According to the Udapāna Jātaka (J.ii.354ff ) there was a very ancient well near Isipatana which, in the Buddha's time, was used by the monks living there.

In past ages Isipatana sometimes retained its own name, E.g., in the time of Phussa Buddha (Bu.xix.18), Dhammadassī (BuA.182) and Kassapa (BuA.218). Kassapa was born there (ibid., 217).

But more often Isipatana was known by different names (for these names see under those of the different Buddhas). Thus in Vipassī's time it was known as Khema-uyyāna. It is the custom for all Buddhas to go through the air to Isipatana to preach their first sermon. Gotama, however, walked all the way, eighteen leagues, because he knew that by so doing he would meet Upaka, the Ajivaka, to whom he could be of service (DA.ii.471).

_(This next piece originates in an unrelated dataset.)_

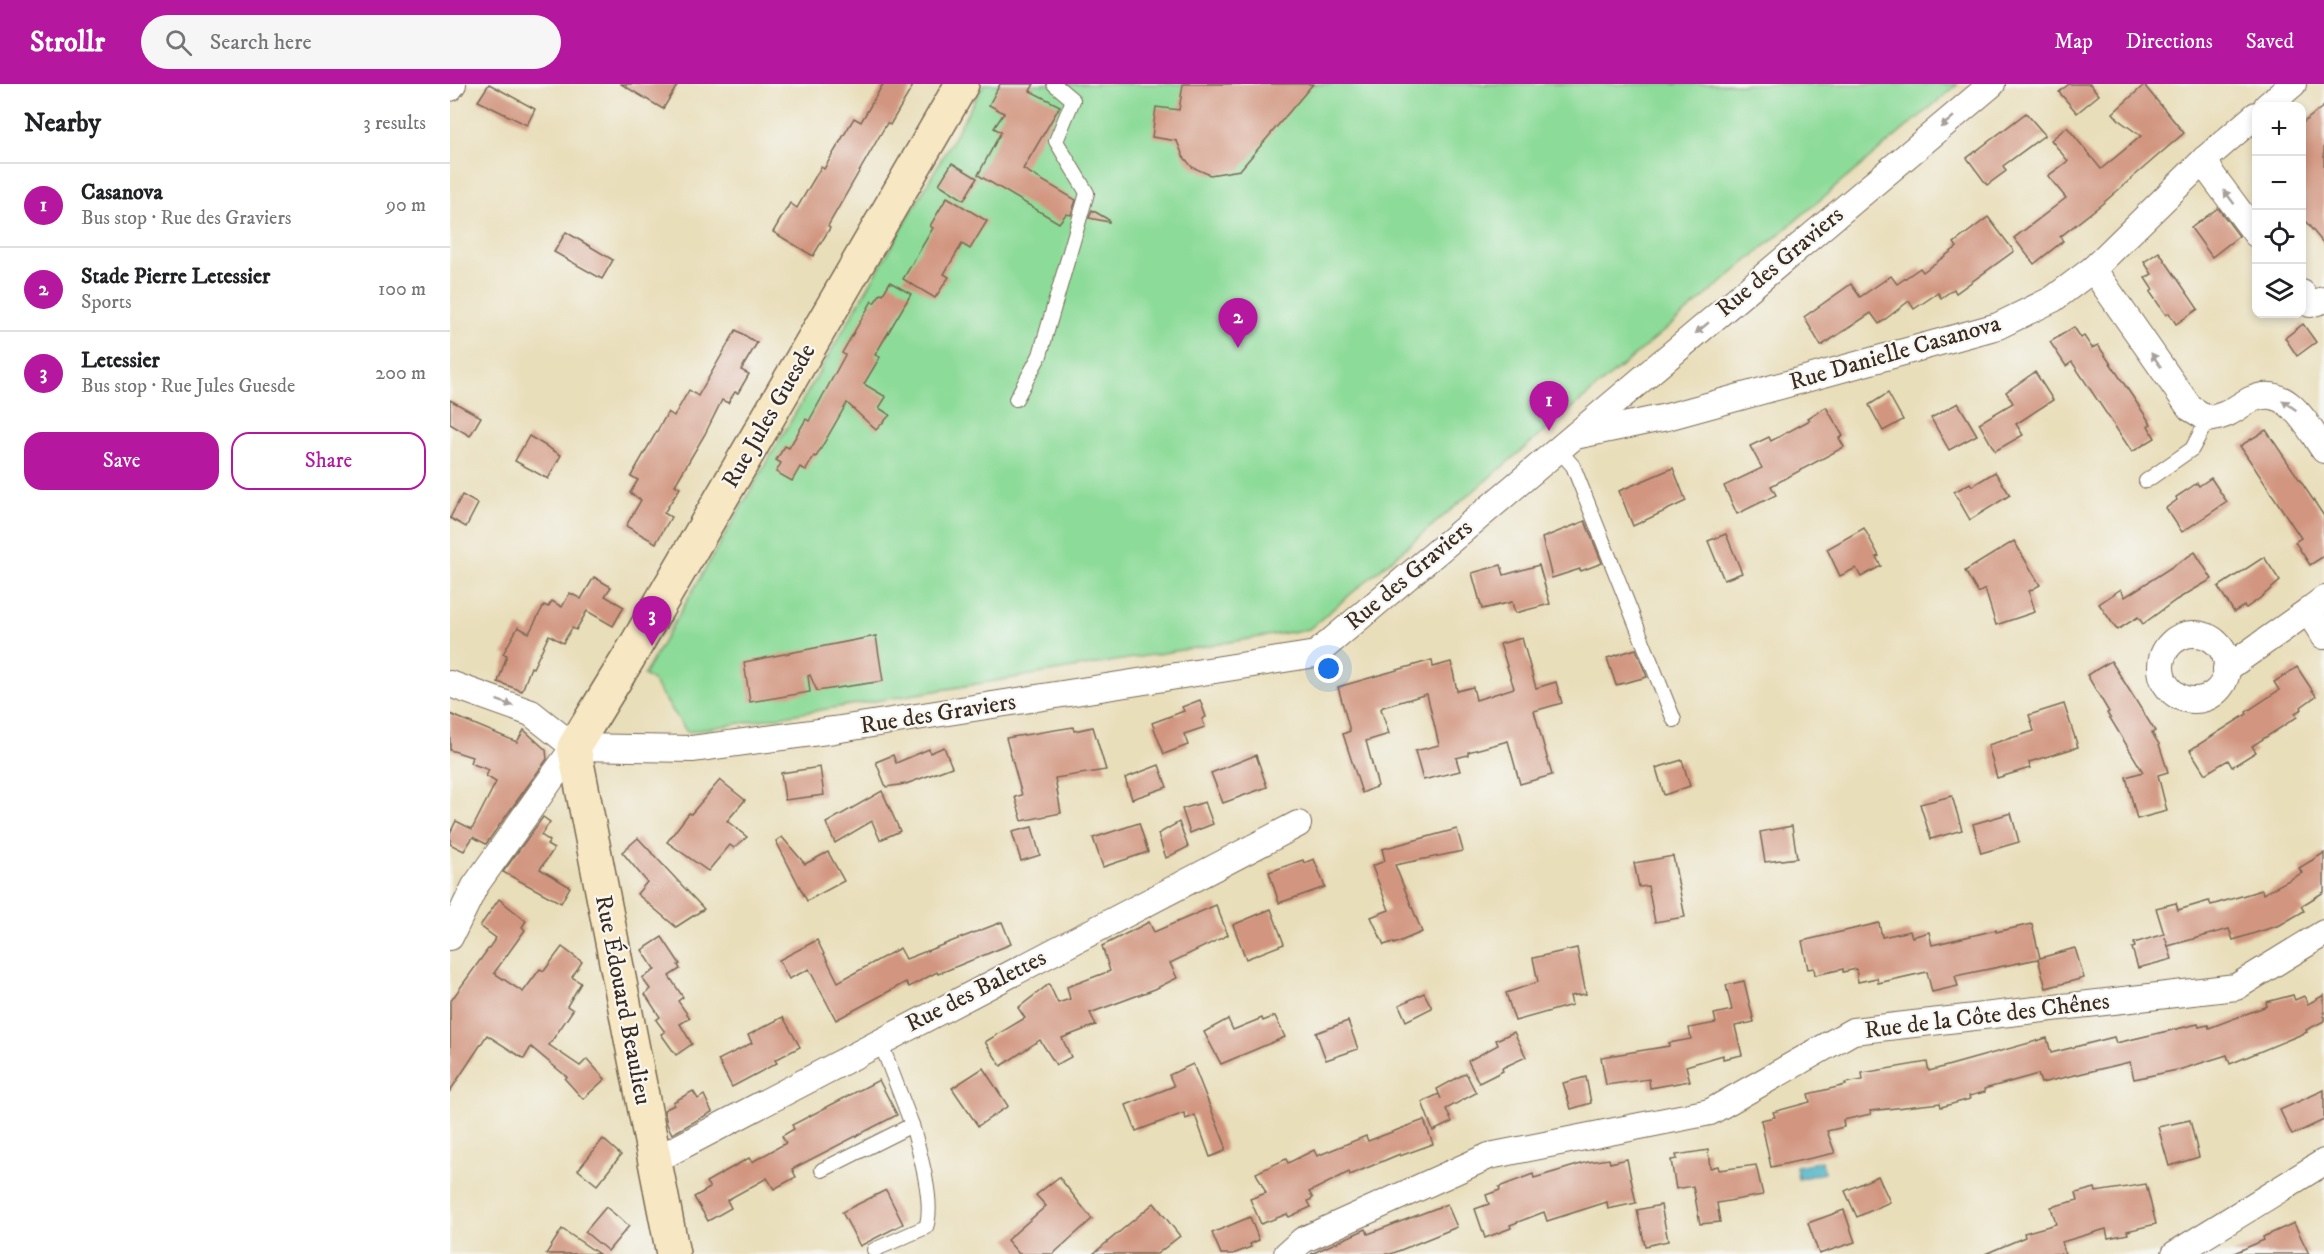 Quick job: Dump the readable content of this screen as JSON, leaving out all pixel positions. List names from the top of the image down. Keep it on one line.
{"streets":{"street":["Rue des Graviers","Rue Danielle Casanova","Rue Jules Guesde","Rue des Balettes","Rue Édouard Beaulieu","Rue de la Côte des Chênes"]},"crossings":[["Rue des Graviers","Rue Danielle Casanova"],["Rue des Graviers","Rue Jules Guesde"],["Rue des Graviers","Rue Édouard Beaulieu"],["Rue Jules Guesde","Rue Édouard Beaulieu"],["Rue des Balettes","Rue Édouard Beaulieu"]],"page":{"header":"Strollr","search":"Search here","nav":["Map","Directions","Saved"],"heading":["Nearby","3 results"],"map_buttons":["+","−"],"list":[{"mark":"1","name":"Casanova","note":"Bus stop · Rue des Graviers","value":"90 m"},{"mark":"2","name":"Stade Pierre Letessier","note":"Sports","value":"100 m"},{"mark":"3","name":"Letessier","note":"Bus stop · Rue Jules Guesde","value":"200 m"}],"pins":["2","1","3"],"buttons":["Save","Share"]}}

Isipatana is identified with the modern Saranath, six miles from Benares. Cunningham (Arch. Reports, i. p. 107) found the Migadāya represented by a fine wood, covering an area of about half a mile, extending from the great tomb of Dhammek on the north to the Chaukundi mound on the south.

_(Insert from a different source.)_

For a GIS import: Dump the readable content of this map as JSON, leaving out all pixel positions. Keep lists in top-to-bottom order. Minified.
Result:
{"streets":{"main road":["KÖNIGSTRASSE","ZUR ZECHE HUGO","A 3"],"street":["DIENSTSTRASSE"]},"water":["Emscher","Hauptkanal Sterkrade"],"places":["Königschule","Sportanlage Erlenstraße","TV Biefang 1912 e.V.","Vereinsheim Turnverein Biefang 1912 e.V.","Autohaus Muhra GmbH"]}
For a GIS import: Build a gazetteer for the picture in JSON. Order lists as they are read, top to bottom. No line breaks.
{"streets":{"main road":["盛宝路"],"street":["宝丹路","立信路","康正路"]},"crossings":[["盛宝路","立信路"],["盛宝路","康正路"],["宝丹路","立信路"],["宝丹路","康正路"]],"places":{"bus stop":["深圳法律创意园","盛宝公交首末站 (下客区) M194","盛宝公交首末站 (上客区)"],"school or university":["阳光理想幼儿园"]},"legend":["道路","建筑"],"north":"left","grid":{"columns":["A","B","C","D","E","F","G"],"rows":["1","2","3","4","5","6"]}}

A prince. Owner of Jetavana, which he sold to Anāthapindika for eighteen crores. He then spent all that money on the erection of a gateway at the entrance, which he decorated with much grandeur (See Jetavana). Jeta is generally referred to as Jeta-Kumāra. According to the northern records he was the son of Pasenadi by the Ksatriya princess Varsikā (Rockhill: 48, n.1). He was killed by his half-brother Vidudabha for refusing to help him in his slaughter of the Sākyans (Ibid., 121). Several explanations (MA.i.50; UdA.56; KhpA.111, etc.) are given of his name: he was so-called either (1) because he conquered his enemies, or (2) because he was born at a time when the king had overcome his enemies, or (3) because such a name was considered auspicious for him (mangalakāmyatāya).

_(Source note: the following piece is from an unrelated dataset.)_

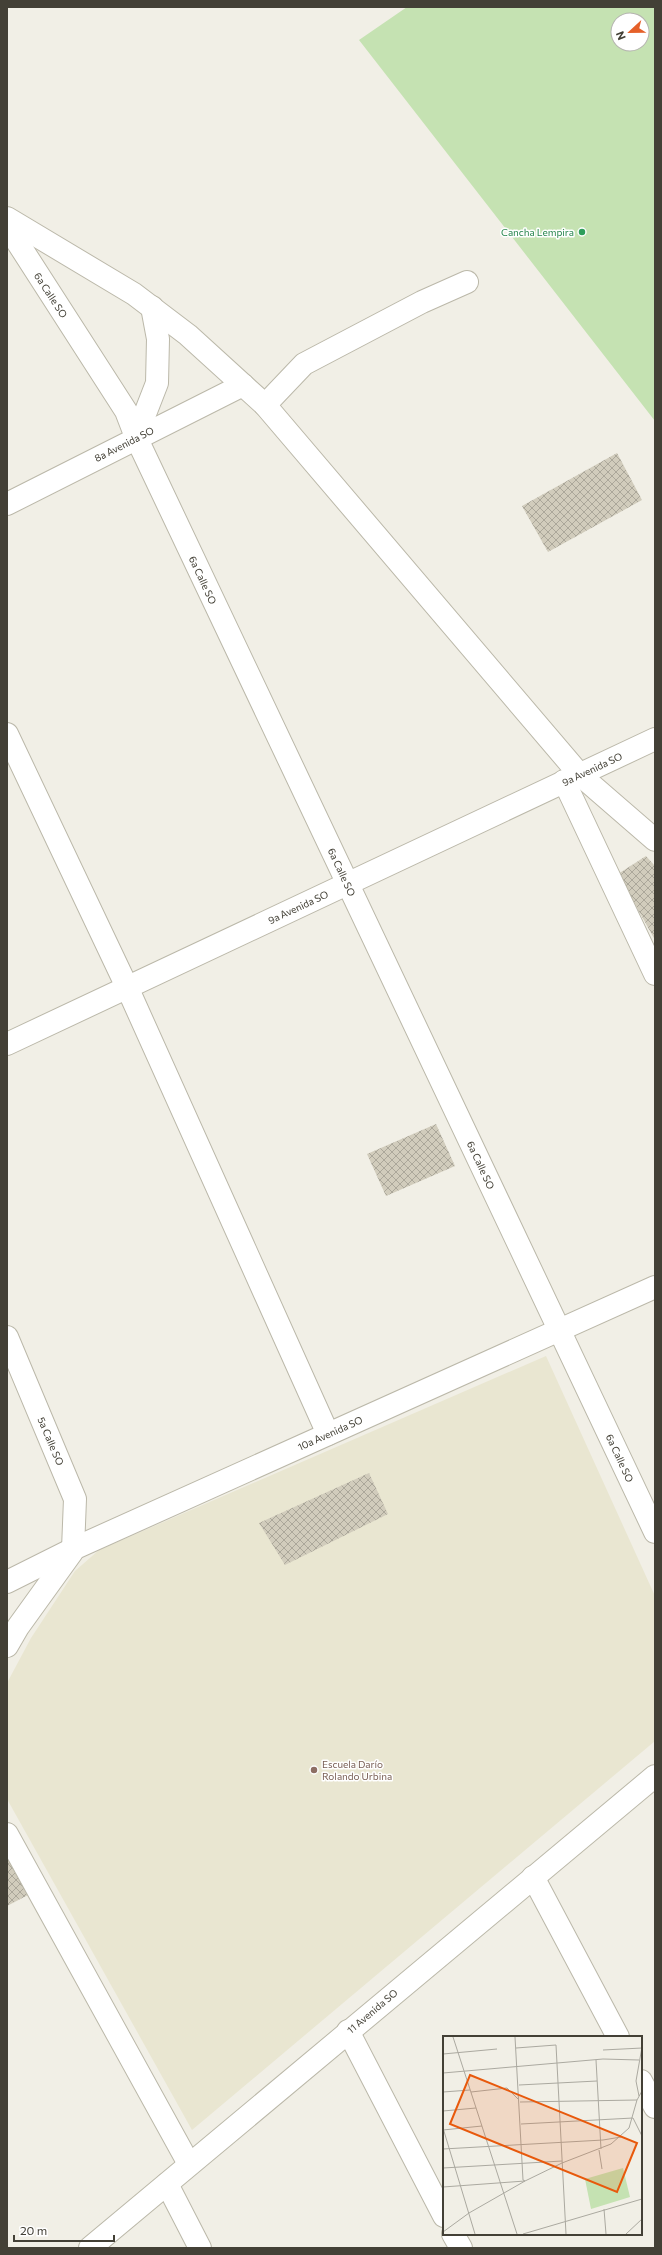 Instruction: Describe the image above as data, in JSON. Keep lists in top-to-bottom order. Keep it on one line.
{"streets":{"street":["6a Calle SO","8a Avenida SO","9a Avenida SO","10a Avenida SO","5a Calle SO","11 Avenida SO"]},"crossings":[["6a Calle SO","8a Avenida SO"],["6a Calle SO","9a Avenida SO"],["6a Calle SO","10a Avenida SO"],["10a Avenida SO","5a Calle SO"]],"places":["Cancha Lempira","Escuela Darío Rolando Urbina"],"scale_bar":"20 m","north":"left"}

A park in Sāvatthi, in which was built the Anāthapindikārāma. When the Buddha accepted Anāthapindika's invitation to visit Sāvatthi the latter, seeking a suitable place for the Buddha's residence, discovered this park belonging to Jetakumāra (MA.i.471 says it was in the south of Sāvatthi). When he asked to be allowed to buy it, Jeta's reply was: "Not even if you could cover the whole place with money." Anāthapindika said that he would buy it at that price, and when Jeta answered that he had had no intention of making a bargain, the matter was taken before the Lords of Justice, who decided that if the price mentioned were paid, Anāthapindika had the right of purchase. Anāthapindika had gold brought down in carts and covered Jetavana with pieces laid side by side. (This incident is illustrated in a bas-relief at the Bharhut Tope; see Cunningham - the Stūpa of Bharhut, Pl.lvii., pp.84-6). The money brought in the first journey was found insufficient to cover one small spot near the gateway. So Anāthapindika sent his servants back for more, but Jeta, inspired by Anāthapindika's earnestness, asked to be allowed to give this spot. Anāthapindika agreed and Jeta erected there a gateway, with a room over it. Anāthapindika built in the grounds dwelling rooms, retiring rooms, store rooms and service halls, halls with fireplaces, closets, cloisters, halls for exercise, wells, bathrooms, ponds, open and roofed sheds, etc. (Vin.ii.158f).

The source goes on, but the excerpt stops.